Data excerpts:

*****

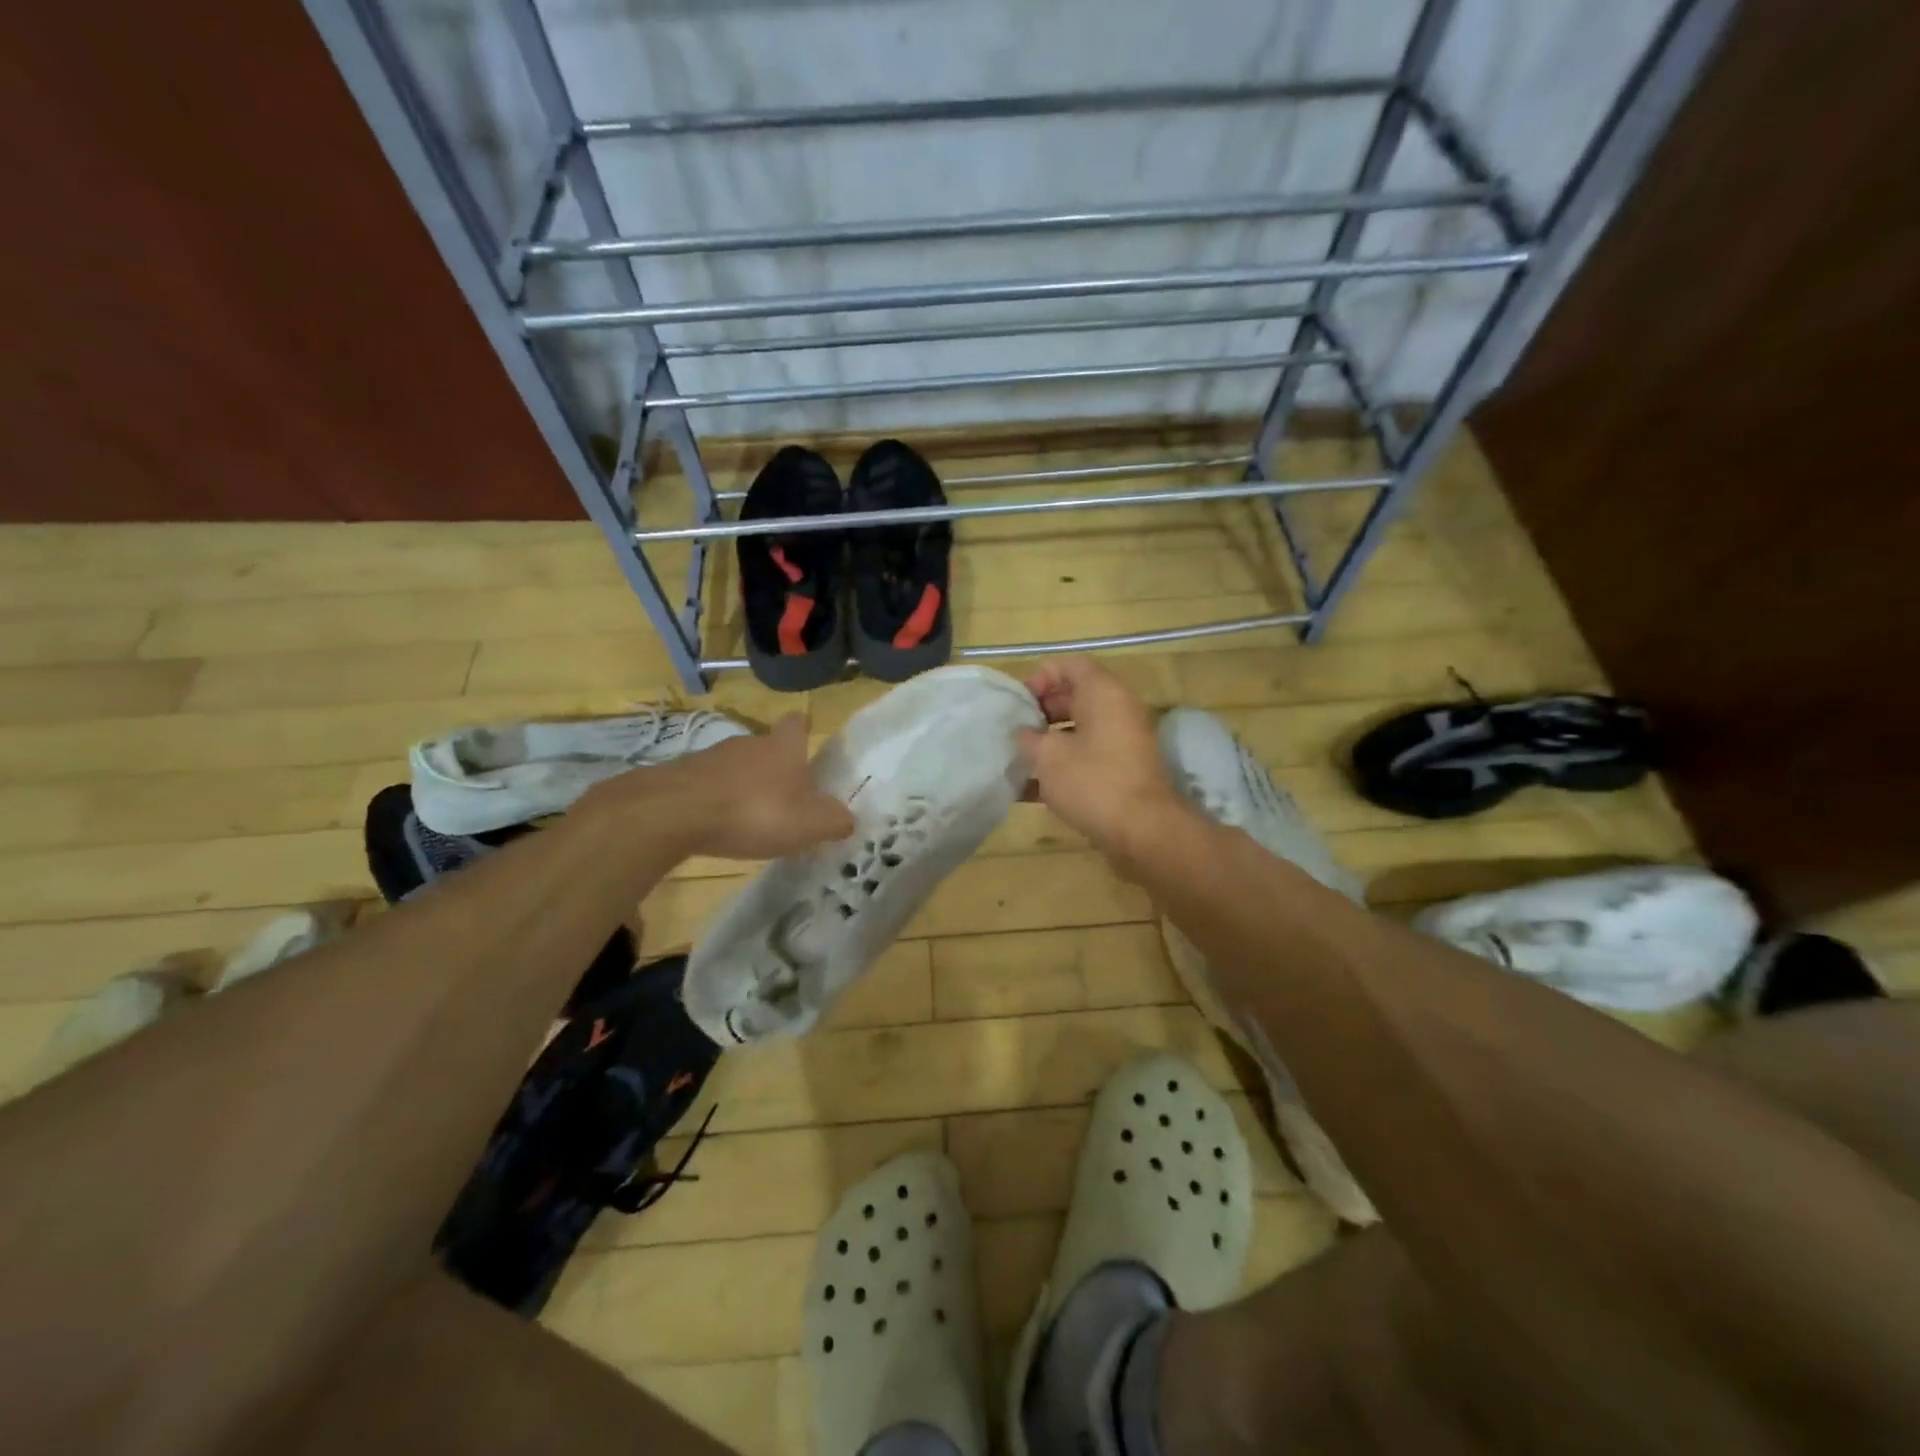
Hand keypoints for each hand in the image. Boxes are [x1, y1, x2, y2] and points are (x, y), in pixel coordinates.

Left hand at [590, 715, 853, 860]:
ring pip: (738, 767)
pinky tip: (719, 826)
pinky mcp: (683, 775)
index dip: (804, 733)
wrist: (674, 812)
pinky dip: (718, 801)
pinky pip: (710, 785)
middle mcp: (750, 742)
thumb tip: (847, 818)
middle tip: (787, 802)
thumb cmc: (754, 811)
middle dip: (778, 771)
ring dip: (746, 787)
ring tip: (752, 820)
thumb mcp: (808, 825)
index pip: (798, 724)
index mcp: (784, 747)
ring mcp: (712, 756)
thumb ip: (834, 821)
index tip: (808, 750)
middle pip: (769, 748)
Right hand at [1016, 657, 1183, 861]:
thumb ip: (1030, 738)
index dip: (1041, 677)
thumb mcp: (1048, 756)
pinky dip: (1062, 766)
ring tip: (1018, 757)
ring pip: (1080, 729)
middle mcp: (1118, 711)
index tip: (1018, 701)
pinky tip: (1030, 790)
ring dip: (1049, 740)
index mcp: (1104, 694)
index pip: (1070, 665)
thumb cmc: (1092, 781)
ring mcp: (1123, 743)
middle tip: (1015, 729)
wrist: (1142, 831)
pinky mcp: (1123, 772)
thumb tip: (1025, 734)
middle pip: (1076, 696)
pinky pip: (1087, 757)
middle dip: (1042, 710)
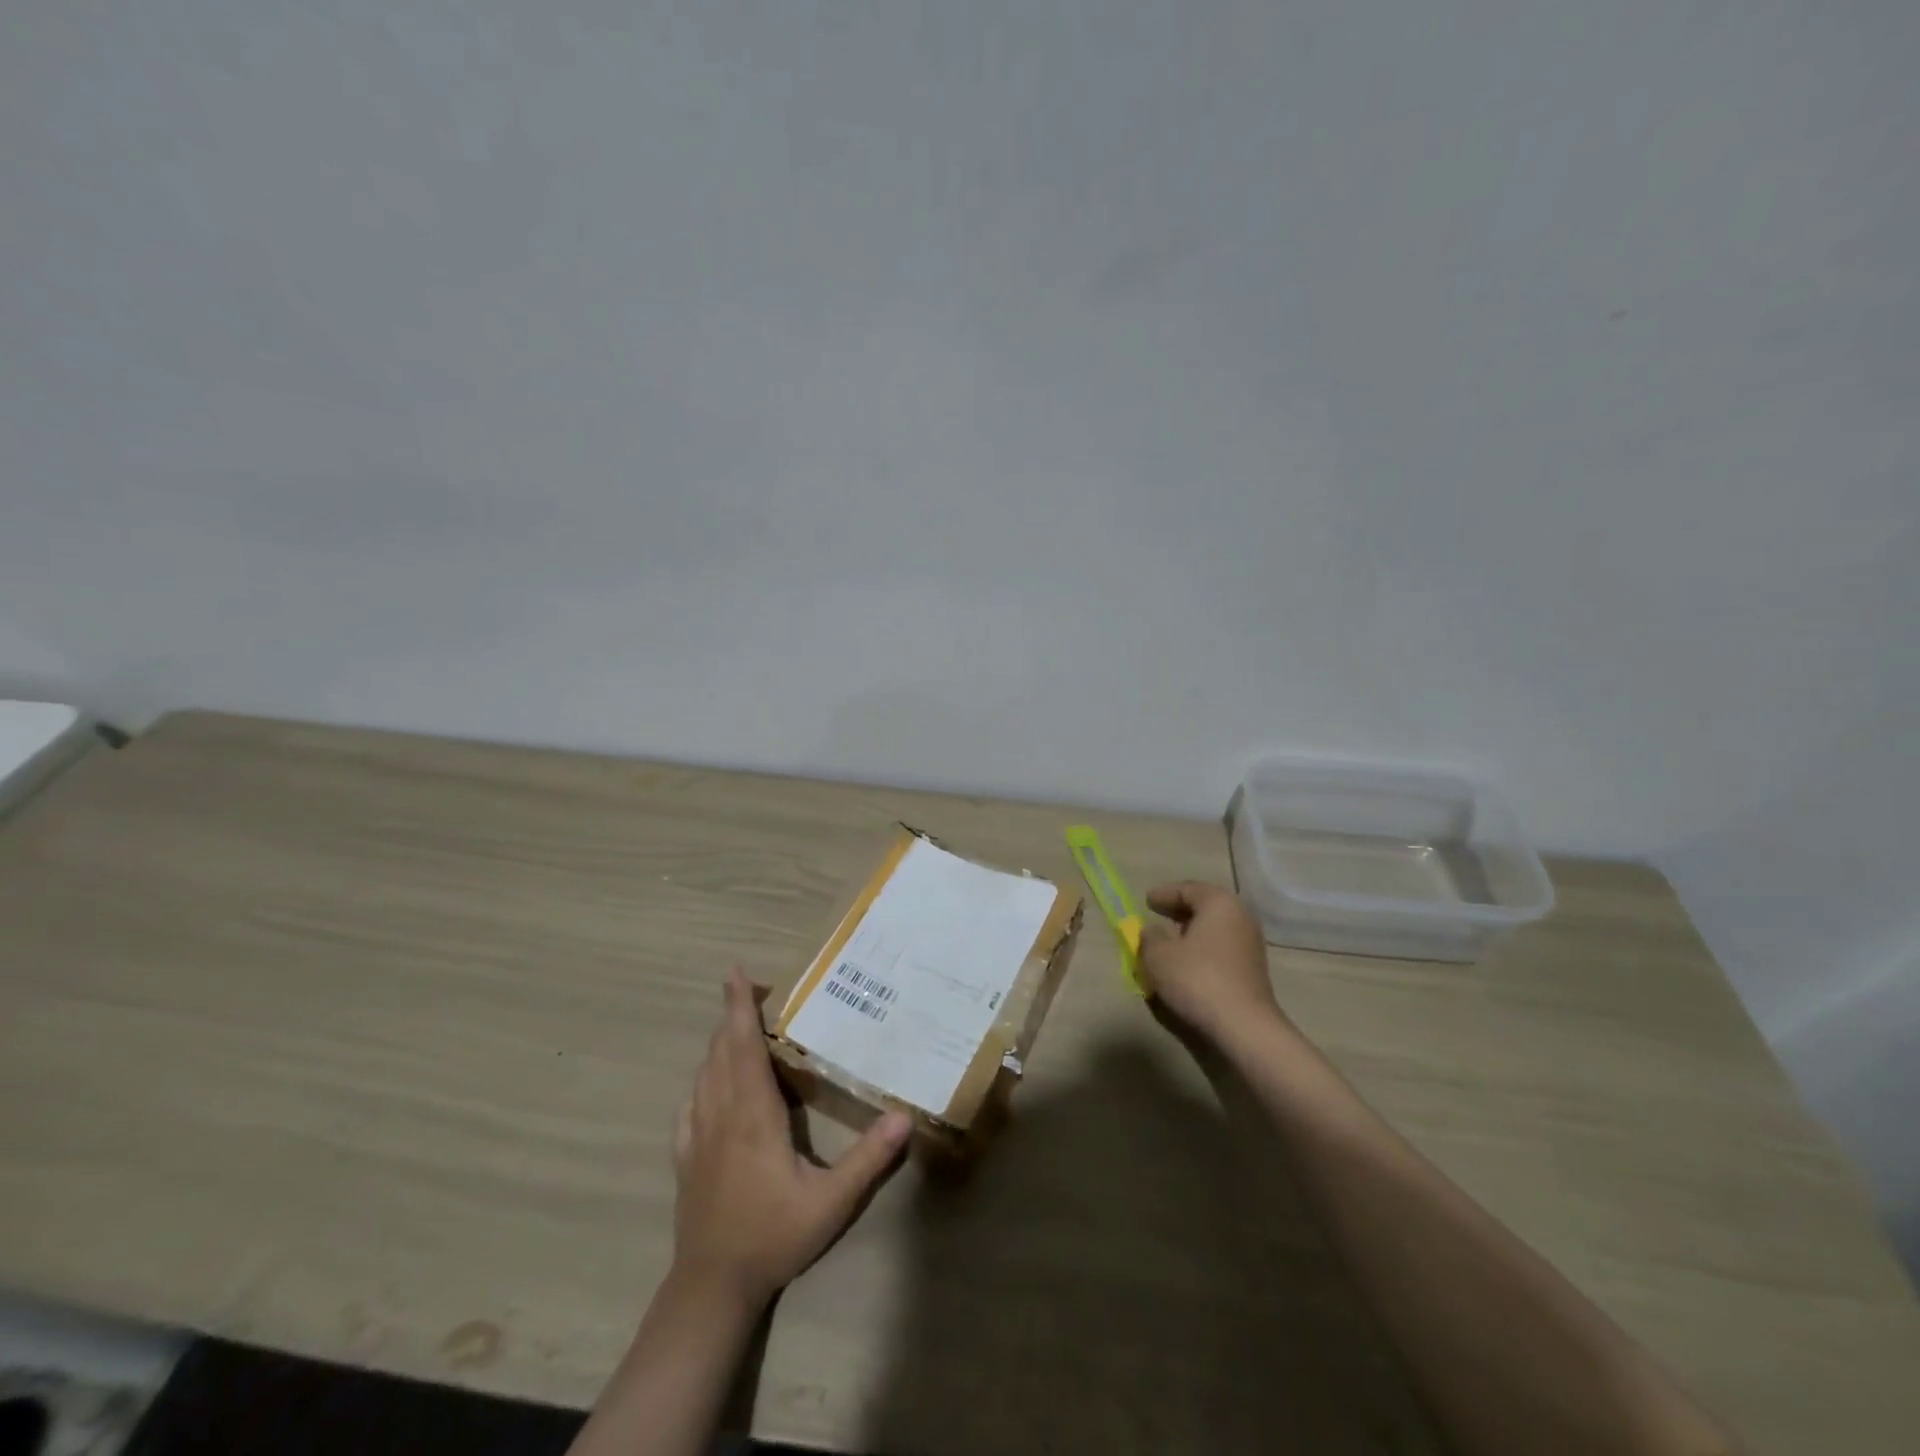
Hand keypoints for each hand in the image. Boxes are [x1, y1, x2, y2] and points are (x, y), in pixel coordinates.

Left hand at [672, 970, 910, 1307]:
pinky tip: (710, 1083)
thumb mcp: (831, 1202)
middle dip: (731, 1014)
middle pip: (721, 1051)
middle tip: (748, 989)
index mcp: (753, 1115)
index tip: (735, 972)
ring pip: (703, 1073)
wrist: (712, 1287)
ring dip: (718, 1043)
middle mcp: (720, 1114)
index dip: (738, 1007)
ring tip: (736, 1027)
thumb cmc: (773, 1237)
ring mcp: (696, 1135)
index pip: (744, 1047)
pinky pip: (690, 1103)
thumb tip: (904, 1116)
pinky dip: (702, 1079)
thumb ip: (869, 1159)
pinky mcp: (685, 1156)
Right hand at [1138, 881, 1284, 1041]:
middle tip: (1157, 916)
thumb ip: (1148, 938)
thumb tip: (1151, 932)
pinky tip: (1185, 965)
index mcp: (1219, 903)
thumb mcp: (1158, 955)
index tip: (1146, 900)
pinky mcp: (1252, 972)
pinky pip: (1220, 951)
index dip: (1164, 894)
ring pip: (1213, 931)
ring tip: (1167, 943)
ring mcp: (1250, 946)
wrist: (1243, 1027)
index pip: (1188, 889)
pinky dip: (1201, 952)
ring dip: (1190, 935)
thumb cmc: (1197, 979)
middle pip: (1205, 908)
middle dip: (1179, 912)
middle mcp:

*****

Every line from the top of the entries through the line that holds "middle dip: (778, 771)" is to be quoted exactly, please, and nothing else; omit the pictures.

FINAL ANSWER:
Hand keypoints for each hand in the image. Boxes are [x1, y1, x2, y2] and points are (x, y), in pixel coordinates.

Left hand at [590, 715, 853, 860]:
ring pip: (738, 767)
pinky tip: (719, 826)
pinky mcp: (683, 775)
index dip: (804, 733)
wrist: (674, 812)
pinky dip: (718, 801)
pinky pip: (710, 785)
middle mcp: (750, 742)
thumb tip: (847, 818)
middle tip: (787, 802)
thumb cmc: (754, 811)
middle dip: (778, 771)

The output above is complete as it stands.